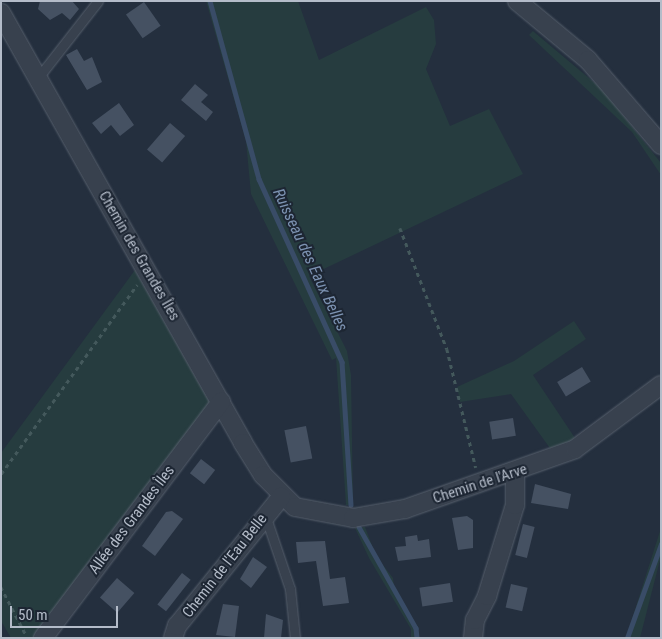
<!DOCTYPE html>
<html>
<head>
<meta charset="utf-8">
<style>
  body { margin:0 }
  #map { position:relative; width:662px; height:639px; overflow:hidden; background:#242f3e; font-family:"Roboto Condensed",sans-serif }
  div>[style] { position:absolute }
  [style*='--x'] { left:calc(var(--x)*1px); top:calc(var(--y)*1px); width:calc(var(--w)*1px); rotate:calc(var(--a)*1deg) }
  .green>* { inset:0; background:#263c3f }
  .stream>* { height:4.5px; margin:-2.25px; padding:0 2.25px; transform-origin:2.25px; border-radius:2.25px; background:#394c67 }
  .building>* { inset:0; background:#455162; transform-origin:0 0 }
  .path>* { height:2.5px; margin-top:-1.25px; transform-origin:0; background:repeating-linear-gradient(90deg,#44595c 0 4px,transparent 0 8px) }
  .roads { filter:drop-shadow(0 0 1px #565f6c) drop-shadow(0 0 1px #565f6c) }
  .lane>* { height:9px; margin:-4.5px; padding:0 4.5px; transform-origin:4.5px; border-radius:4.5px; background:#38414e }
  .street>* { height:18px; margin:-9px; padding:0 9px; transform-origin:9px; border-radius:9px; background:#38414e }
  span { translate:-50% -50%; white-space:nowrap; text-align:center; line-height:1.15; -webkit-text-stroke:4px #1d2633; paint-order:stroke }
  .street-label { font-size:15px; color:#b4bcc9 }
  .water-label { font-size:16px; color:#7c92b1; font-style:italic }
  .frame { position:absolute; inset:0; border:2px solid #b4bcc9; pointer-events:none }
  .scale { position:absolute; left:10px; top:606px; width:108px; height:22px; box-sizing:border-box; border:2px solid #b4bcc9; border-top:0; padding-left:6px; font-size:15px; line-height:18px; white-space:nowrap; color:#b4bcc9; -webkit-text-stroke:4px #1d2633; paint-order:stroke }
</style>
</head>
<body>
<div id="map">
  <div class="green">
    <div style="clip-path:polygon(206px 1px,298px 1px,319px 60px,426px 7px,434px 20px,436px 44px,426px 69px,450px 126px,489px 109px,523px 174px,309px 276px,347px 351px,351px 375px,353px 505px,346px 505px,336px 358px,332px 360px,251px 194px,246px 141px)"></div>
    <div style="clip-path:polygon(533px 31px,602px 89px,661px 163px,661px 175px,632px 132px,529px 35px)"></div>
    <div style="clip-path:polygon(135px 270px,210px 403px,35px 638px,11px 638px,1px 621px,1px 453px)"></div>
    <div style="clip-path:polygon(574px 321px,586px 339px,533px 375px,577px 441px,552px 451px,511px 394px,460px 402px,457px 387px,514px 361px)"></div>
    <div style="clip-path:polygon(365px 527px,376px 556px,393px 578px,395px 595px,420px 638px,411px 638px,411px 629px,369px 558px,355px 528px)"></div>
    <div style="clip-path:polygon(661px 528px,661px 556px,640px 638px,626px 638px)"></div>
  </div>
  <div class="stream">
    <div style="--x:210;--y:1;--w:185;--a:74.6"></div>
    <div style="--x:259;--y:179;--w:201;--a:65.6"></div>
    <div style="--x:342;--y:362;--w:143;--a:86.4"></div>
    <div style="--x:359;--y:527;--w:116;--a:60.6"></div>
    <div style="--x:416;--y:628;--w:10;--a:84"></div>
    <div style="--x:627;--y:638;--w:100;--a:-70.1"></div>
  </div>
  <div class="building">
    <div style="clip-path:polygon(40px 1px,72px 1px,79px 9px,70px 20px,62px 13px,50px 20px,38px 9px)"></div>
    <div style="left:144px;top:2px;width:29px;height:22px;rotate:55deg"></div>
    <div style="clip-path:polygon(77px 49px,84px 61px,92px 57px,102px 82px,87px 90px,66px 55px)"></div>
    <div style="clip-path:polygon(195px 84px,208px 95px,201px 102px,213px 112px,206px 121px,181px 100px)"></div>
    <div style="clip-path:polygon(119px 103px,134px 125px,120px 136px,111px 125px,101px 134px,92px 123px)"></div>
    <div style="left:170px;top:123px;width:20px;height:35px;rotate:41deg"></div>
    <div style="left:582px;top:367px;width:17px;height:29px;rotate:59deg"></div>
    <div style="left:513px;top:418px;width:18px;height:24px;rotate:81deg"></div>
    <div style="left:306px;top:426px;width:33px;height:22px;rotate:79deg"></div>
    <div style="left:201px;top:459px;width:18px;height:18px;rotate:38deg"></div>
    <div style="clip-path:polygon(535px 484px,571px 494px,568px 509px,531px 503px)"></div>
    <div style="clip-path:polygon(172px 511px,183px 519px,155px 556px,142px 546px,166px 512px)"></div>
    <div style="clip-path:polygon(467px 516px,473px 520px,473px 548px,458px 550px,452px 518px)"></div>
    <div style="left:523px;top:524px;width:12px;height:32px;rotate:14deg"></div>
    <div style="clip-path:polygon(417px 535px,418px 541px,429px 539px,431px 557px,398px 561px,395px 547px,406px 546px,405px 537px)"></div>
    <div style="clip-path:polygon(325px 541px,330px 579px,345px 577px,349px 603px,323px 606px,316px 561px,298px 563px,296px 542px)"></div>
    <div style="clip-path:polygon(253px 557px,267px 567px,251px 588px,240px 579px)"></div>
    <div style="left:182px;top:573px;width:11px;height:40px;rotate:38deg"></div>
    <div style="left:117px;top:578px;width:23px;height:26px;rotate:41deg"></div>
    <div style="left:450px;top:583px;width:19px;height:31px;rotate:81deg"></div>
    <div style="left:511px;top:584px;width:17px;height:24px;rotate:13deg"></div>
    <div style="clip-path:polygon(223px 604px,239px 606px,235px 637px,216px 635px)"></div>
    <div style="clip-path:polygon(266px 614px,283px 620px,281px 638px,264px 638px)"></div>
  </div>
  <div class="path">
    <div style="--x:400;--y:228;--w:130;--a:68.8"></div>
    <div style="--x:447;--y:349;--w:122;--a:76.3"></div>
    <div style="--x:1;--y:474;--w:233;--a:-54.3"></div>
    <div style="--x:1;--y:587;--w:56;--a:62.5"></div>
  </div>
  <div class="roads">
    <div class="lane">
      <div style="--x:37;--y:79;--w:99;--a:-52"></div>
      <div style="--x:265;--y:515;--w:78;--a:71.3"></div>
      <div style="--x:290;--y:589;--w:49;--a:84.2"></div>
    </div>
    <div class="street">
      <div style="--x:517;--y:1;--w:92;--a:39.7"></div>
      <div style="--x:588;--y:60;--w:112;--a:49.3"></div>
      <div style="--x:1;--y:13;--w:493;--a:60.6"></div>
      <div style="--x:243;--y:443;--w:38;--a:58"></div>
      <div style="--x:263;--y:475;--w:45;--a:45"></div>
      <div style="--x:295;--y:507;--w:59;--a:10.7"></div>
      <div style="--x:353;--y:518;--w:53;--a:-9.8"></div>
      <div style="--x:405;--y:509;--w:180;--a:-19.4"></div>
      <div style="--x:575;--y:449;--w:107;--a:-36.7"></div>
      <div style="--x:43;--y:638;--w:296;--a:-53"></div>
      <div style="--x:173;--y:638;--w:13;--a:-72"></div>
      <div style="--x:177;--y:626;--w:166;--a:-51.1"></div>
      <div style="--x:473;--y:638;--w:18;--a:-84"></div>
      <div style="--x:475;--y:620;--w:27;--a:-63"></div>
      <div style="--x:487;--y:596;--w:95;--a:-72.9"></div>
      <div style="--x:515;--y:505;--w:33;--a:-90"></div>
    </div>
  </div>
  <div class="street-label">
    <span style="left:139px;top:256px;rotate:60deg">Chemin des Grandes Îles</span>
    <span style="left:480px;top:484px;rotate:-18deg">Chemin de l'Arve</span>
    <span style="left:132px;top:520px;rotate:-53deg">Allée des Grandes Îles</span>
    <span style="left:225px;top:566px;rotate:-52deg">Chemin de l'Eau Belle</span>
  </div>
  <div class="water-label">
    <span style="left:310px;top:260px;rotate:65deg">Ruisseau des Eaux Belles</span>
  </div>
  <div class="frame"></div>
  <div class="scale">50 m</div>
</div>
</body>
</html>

Required work
Look through the records and copy down every line that holds "stream".

Task response
  .stream>* { height:4.5px; margin:-2.25px; padding:0 2.25px; transform-origin:2.25px; border-radius:2.25px; background:#394c67 }
  <div class="stream">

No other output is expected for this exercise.